July 21st, 2025

Theresa Hottel joins the Pontas Agency and her debut novel DUST will be published by Algonquin (US) and Abacus (UK)

Taiwanese-American author Theresa Hottel has joined the Pontas Agency with her debut novel Dust, which was pre-empted by Nadxieli Nieto at Algonquin/Little, Brown (US) in her first acquisition in her new position as editorial director at the imprint and it will be published as a lead title in mid-2026. UK rights have been snapped up by Clare Smith at Abacus/Little, Brown (to be published in early 2027). The acquisition has been announced publicly as the Deal of the Week on PW:

All translation as well as film/TV rights are currently available.

1930s Oklahoma, during the Dust Bowl, is a time of great confusion, social, economic, ecological—and supernatural. In the flowing dust, some people are seeing strange, otherworldly creatures, while others insist this is superstition, heresy, fraud, or madness. Shadowy flora supposedly sprout from human skin, and half-glimpsed fauna roam the dry prairie. As eerie, mesmerizing interactions with these “duskin” interfere with lives and livelihood, an informal organization of “dust doctors,” lonely wanderers, travel the Plains, braving dust storms and drought to help people and explore the duskin.

The best of these wanderers, a man named Draper, is drawn to an isolated town in need of his aid. To enter he must leave his close companions, and there he encounters more mystery, pain, and duskin than ever before, as well as strong bonds with townspeople who challenge and aid him. One of these is Bobby Sue, a twenty-five-year-old half-Chinese white-passing school teacher, who is both cautious and curious, and increasingly determined to understand and protect the children in her care who appear to be able to hear and communicate with the duskin.
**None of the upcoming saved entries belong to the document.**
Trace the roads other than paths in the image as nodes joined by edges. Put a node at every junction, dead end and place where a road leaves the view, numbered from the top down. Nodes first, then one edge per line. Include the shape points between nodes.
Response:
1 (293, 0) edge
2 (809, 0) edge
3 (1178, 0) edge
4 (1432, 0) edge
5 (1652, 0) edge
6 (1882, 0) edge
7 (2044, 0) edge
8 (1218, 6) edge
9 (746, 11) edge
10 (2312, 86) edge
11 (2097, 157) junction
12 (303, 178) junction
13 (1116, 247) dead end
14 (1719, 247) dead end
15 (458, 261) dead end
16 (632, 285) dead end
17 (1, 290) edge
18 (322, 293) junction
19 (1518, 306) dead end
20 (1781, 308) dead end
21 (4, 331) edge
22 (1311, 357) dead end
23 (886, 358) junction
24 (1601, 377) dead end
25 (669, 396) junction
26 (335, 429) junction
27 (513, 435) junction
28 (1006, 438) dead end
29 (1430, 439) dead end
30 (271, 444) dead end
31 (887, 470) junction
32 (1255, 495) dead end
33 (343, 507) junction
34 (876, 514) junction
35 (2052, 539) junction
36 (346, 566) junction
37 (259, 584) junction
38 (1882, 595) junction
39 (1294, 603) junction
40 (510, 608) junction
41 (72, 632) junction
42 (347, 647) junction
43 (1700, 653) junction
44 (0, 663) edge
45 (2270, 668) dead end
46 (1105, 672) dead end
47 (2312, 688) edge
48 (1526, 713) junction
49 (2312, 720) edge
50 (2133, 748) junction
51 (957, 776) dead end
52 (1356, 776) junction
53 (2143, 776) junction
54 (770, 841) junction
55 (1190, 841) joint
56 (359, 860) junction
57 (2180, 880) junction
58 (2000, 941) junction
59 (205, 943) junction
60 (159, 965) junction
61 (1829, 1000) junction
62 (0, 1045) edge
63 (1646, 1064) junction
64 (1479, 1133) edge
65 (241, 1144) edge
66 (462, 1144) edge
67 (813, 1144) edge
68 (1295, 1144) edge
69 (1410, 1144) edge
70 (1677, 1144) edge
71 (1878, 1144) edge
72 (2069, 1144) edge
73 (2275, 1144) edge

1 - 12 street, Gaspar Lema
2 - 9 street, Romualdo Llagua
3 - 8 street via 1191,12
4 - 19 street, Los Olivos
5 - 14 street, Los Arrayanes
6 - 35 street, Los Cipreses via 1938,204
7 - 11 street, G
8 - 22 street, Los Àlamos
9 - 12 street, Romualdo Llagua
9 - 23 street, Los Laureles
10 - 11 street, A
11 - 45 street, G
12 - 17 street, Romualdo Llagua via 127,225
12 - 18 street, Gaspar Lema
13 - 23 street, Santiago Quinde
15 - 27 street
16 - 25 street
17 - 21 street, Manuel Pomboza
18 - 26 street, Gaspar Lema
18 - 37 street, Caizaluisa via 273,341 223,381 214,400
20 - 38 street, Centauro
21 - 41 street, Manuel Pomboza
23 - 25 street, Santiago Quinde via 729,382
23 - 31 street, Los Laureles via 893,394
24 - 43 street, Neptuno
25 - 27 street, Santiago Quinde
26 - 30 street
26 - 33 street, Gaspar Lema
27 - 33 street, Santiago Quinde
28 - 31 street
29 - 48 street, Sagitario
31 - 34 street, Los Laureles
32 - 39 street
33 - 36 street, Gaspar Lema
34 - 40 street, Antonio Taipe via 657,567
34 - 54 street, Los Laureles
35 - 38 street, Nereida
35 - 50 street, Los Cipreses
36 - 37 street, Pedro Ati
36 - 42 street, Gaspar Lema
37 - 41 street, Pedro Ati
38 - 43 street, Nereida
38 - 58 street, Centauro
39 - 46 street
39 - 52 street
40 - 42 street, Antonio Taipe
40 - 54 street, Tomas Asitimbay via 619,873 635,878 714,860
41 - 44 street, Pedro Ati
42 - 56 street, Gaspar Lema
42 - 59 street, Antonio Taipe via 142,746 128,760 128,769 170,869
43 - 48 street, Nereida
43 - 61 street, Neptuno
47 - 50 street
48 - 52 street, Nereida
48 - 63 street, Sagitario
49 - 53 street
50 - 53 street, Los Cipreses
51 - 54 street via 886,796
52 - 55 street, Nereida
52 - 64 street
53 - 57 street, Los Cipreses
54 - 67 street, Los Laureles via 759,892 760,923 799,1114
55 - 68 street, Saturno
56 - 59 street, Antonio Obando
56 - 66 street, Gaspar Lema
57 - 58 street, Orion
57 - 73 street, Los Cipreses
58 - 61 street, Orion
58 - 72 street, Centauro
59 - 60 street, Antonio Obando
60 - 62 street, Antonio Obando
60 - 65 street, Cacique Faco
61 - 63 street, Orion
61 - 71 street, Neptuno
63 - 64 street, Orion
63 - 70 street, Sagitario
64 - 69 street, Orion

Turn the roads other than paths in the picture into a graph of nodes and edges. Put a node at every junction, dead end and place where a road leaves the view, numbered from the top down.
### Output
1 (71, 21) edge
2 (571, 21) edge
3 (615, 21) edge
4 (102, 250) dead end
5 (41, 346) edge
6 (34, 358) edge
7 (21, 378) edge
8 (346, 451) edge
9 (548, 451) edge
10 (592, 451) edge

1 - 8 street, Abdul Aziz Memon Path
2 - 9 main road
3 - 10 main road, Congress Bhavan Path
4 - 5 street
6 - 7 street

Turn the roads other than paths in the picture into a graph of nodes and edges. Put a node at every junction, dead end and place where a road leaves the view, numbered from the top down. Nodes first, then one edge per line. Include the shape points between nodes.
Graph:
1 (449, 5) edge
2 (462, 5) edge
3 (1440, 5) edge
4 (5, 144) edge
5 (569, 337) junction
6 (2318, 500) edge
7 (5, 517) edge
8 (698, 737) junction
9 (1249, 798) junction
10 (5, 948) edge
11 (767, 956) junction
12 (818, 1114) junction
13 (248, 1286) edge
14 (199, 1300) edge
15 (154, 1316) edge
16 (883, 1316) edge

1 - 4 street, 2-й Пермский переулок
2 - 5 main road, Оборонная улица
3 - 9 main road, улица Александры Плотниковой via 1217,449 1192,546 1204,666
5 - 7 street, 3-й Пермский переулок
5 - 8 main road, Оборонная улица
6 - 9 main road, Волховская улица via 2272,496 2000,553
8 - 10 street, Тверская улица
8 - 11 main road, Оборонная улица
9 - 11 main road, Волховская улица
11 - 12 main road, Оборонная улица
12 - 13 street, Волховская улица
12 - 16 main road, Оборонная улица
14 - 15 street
Born in Taipei and raised in southern Oklahoma, Theresa Hottel writes about ghosts, women, and landscape. Her fiction appears in No Tokens Journal, SmokeLong Quarterly, and Vol 1. Brooklyn, as well as the anthology Tiny Nightmares (Catapult Books, 2020). She has received support from Art Omi: Writers, Bread Loaf Environmental Writers’ Conference, and Homestead National Monument of America, among other organizations, and she was awarded a 2018 Honorable Mention from the Otherwise Fellowship, for speculative narratives that explore and expand understandings of gender. She edited the documentary film Truth Be Told, a collaboration with Emmy award-winning director Nneka Onuorah, which premiered at Outfest LA and won the 2023 Social Impact Award.

Theresa holds a BA from Oklahoma City University and an MFA from Columbia University. After almost a decade in New York, she currently lives in Barcelona.